Skye shook her head. “No, I won’t be.”
“Then stop compartmentalizing your emotions,” Diehl said.
“What do you mean?”
“I believe that if we don’t see each other for a while, you’ll be sad. We’ll both be sad. But you’re trying to put your emotions in categorized boxes—like labeled spice containers—so that you’ll go on day by day,” Diehl explained. “If you don’t face your emotions, then someday the floodgates will burst open.”
“Face my emotions?”
Diehl nodded.
“Well, Dr. Diehl, how come you know so much about my heart?”
“Because I’ve seen it. You’re kind, generous, compassionate. You don’t judge me or tell me what to do. You care more about where I am spiritually than how I’m doing temporally.” Diehl paused. “And yet when it comes to your own self, you’re tense and you don’t show.”
“Show what?”
“Your feelings for me. I need to know where I stand with you.”
“I think I’m where you are?” Skye said quietly.
“I want to hear it directly from you, in your own words. I don’t want to heardittoorsame here.”
Voices outside the apartment interrupted Skye’s thoughts. Keys jangled as the front door unlocked.
“My brother and Em are home,” Skye said. “Let’s talk later.”
Diehl sighed and nodded. “Okay.”
Chapter Fifty-Five
The next few weeks were busy times for Diehl that he had no time to continue his conversation with Skye.
Let’s talk later.
It had been the last thing Skye told him that Friday night when she was still in Athens, Georgia, visiting her brother and sister-in-law.
The weekend zoomed by with Diehl back at the office on Saturday—something he needed to stop doing if he were to have a semblance of life outside the office—and with both of them attending churches in different cities on Sunday.

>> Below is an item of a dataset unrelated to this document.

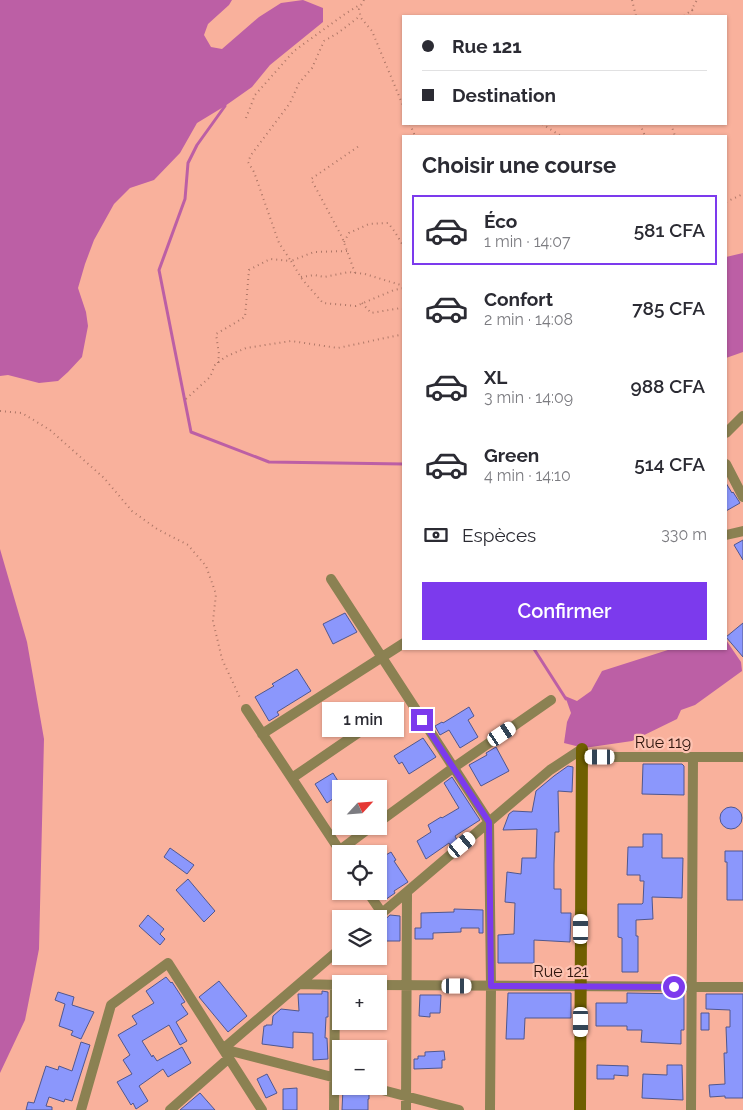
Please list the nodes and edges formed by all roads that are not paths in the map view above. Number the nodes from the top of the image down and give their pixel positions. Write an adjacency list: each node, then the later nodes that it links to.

After church at Midtown Chapel, Diehl left his kids with Mom while he and Dad returned to the office to hammer out the details of how they were going to split the profits for Brooks Transportation. Dad wasn’t about to hand the subsidiary over to Riley a hundred percent.
And on and on.
The first week of July was busier than any other week because of the day off in the middle of the week, thereby causing Diehl to have to work extra on the other days when potential buyers of Brooks Manufacturing came to call. Everyone was relieved they were getting rid of that subsidiary.
By the end of that week, Diehl was beginning to feel sapped of strength. No amount of gym was going to regain that. Something was missing in his life.
He had God now. Didn’t that mean he had everything?